*** Opening of Given data ***
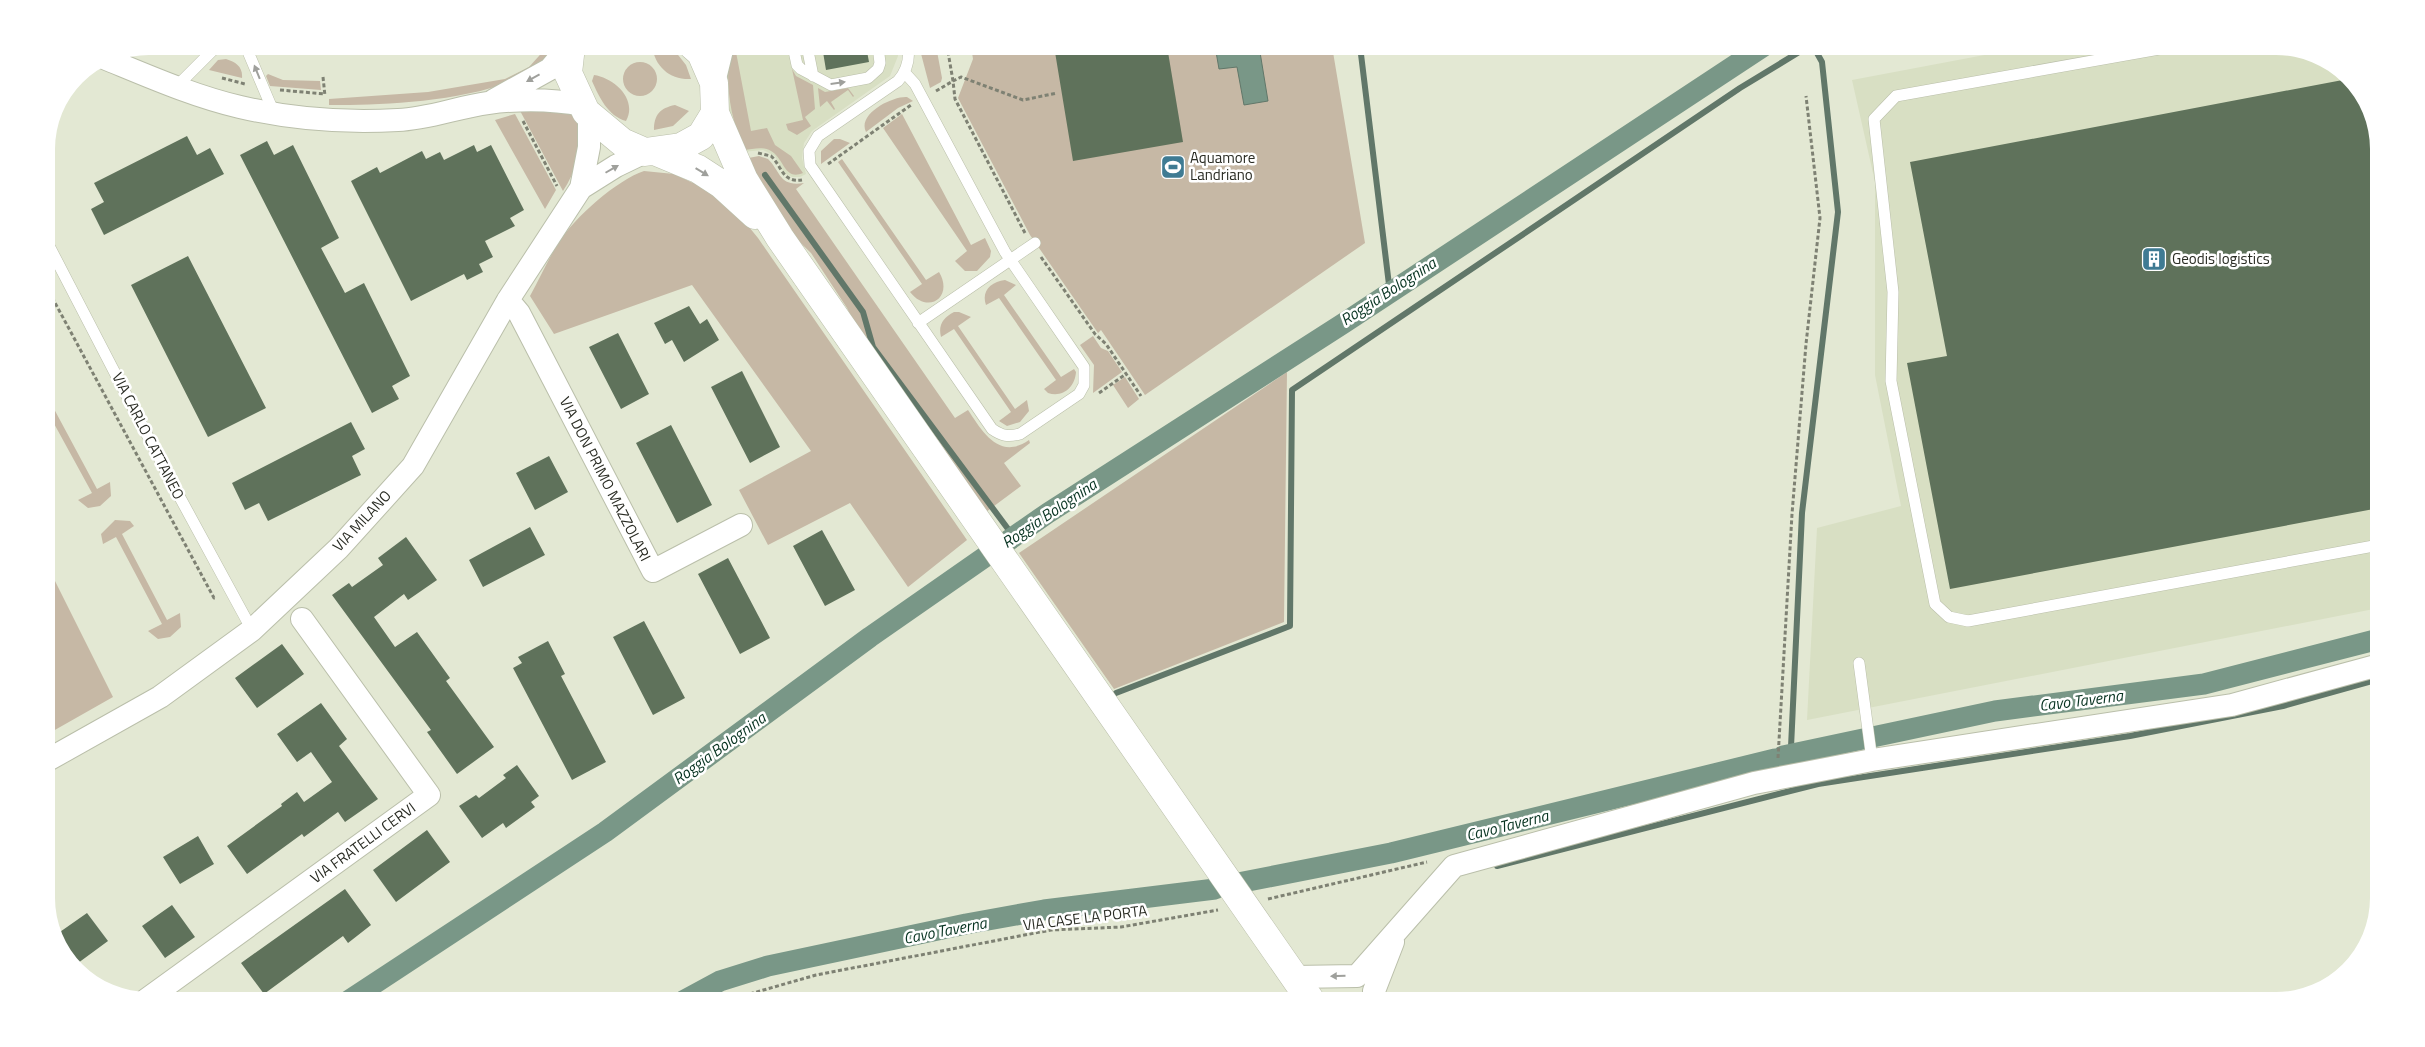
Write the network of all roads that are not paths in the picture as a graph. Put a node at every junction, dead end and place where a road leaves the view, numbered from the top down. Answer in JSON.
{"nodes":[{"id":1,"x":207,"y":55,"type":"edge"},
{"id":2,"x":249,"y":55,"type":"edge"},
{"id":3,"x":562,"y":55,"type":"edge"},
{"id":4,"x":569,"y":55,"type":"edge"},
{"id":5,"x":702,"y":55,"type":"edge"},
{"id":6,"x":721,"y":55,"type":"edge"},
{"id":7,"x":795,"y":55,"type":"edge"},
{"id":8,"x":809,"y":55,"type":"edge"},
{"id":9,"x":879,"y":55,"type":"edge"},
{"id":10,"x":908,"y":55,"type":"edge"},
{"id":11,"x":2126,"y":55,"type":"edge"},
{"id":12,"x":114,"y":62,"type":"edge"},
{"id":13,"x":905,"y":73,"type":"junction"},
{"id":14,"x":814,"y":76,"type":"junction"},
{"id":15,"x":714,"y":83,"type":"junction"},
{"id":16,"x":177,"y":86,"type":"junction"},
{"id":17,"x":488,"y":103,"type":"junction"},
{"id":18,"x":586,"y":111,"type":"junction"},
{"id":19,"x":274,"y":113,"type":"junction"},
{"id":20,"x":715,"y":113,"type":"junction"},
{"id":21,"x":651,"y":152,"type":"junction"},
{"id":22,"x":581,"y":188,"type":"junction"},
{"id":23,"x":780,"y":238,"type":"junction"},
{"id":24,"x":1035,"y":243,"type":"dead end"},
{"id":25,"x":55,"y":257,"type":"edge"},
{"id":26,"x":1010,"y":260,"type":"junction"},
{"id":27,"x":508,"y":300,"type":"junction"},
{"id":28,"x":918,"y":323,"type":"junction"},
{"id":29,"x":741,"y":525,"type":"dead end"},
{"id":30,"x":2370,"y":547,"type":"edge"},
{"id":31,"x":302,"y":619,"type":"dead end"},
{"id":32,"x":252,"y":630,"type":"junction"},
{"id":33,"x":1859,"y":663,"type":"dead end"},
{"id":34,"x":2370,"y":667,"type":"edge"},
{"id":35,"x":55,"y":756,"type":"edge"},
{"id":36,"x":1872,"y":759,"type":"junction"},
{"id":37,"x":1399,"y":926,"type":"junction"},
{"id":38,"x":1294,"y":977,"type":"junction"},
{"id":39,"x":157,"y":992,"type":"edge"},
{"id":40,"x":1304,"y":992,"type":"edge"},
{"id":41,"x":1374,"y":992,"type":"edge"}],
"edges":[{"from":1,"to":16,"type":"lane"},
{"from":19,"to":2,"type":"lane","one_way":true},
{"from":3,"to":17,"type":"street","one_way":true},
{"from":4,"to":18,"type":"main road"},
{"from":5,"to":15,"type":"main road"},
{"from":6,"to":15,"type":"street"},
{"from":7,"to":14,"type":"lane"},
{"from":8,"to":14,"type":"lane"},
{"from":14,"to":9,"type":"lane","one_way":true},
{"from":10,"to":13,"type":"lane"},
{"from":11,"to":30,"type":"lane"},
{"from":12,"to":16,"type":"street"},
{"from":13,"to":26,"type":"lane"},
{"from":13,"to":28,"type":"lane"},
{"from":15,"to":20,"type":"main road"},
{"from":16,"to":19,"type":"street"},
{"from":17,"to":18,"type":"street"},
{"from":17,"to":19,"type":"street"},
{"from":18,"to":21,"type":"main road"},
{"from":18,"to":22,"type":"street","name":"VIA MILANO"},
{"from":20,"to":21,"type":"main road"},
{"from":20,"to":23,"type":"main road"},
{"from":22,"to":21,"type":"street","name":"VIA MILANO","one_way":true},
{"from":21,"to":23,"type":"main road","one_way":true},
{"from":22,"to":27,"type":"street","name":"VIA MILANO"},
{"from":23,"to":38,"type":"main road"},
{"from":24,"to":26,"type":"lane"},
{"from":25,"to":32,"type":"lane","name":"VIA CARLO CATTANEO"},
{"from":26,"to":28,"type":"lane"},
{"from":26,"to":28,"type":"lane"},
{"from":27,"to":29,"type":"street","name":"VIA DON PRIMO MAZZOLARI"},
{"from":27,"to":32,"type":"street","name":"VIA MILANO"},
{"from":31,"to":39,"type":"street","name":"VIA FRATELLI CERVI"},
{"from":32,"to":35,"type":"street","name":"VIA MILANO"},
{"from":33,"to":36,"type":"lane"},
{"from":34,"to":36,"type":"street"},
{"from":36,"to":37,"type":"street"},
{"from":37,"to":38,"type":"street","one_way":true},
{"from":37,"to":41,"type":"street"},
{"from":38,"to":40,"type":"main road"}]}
*** Close of Given data ***
*** Opening of Given data ***
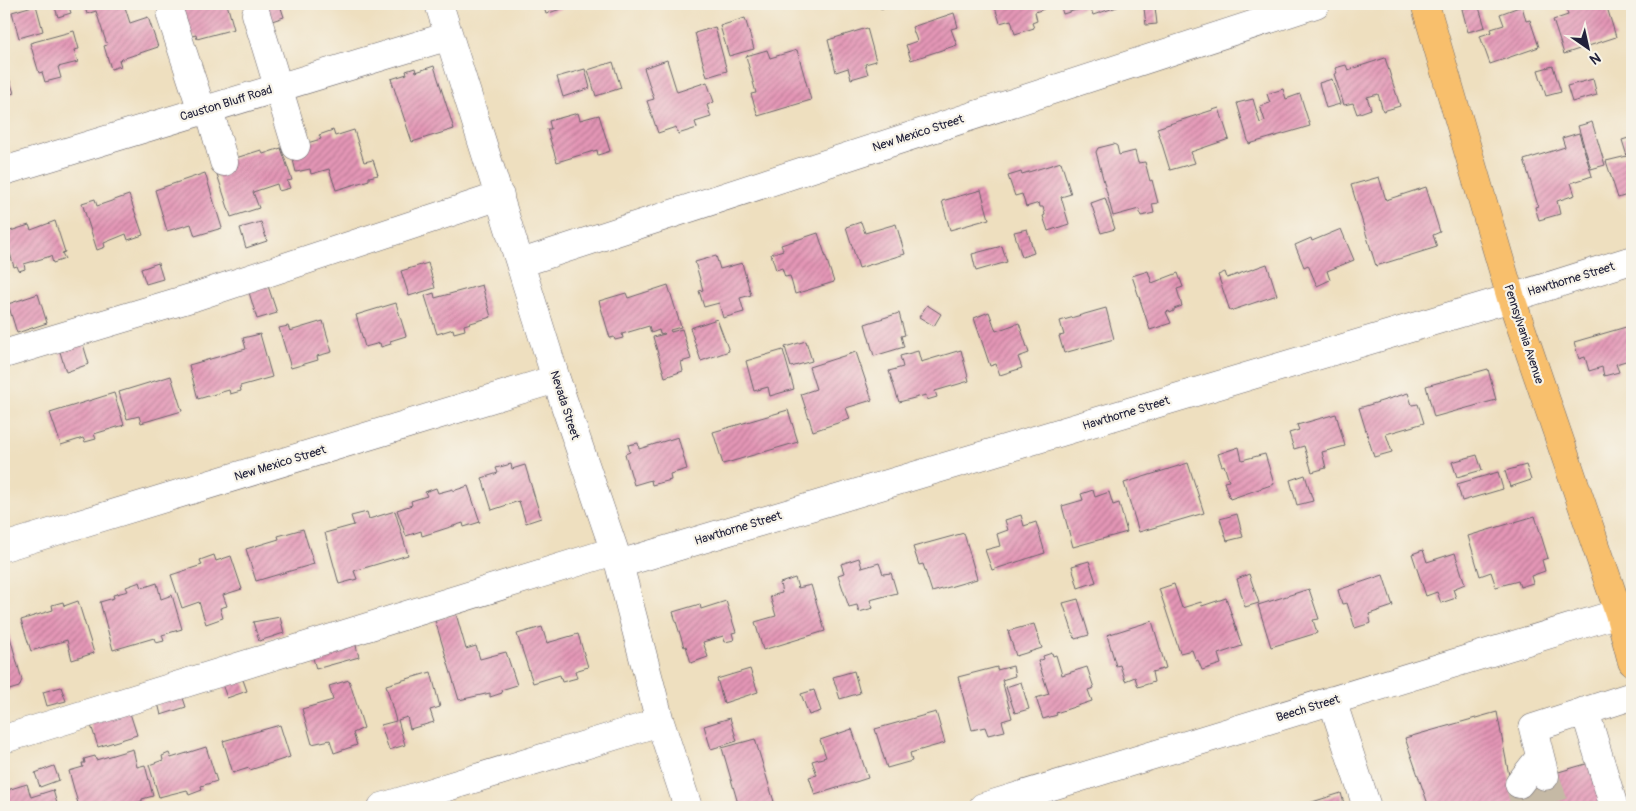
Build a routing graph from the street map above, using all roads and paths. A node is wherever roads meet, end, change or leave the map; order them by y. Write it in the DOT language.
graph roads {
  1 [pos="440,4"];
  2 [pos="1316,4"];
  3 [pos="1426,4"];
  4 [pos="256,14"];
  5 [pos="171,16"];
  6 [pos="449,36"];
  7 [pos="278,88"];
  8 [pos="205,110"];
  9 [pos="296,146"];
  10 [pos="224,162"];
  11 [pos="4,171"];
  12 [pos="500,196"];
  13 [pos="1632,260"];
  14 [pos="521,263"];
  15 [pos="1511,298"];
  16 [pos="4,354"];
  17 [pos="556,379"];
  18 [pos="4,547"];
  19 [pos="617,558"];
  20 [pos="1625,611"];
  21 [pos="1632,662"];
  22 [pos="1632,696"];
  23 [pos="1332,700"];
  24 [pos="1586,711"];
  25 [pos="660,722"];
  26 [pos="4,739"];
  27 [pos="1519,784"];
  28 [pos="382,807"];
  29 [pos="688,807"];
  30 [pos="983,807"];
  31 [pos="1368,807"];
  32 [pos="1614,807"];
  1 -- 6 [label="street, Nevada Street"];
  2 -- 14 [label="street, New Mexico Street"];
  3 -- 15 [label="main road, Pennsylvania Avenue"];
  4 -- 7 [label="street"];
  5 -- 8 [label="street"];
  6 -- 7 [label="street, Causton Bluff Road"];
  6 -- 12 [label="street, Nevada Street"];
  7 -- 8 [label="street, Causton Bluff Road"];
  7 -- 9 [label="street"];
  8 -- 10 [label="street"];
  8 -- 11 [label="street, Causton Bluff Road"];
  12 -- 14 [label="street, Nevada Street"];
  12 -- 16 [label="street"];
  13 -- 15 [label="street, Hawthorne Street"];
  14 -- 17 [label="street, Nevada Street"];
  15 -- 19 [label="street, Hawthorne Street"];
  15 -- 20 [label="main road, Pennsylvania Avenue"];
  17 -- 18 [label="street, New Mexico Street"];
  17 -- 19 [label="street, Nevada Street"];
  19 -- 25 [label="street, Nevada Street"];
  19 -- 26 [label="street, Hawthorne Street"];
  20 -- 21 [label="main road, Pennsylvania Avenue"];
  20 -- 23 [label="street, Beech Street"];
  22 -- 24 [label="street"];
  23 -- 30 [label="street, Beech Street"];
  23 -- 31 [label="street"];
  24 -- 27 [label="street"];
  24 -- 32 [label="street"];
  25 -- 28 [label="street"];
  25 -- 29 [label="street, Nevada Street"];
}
*** Close of Given data ***
Assignment: Return, in full, every line of these entries that holds "name".

Task solution:
{"from":18,"to":22,"type":"street","name":"VIA MILANO"},
{"from":22,"to":21,"type":"street","name":"VIA MILANO","one_way":true},
{"from":22,"to":27,"type":"street","name":"VIA MILANO"},
{"from":25,"to":32,"type":"lane","name":"VIA CARLO CATTANEO"},
{"from":27,"to":29,"type":"street","name":"VIA DON PRIMO MAZZOLARI"},
{"from":27,"to":32,"type":"street","name":"VIA MILANO"},
{"from":31,"to":39,"type":"street","name":"VIA FRATELLI CERVI"},
{"from":32,"to":35,"type":"street","name":"VIA MILANO"},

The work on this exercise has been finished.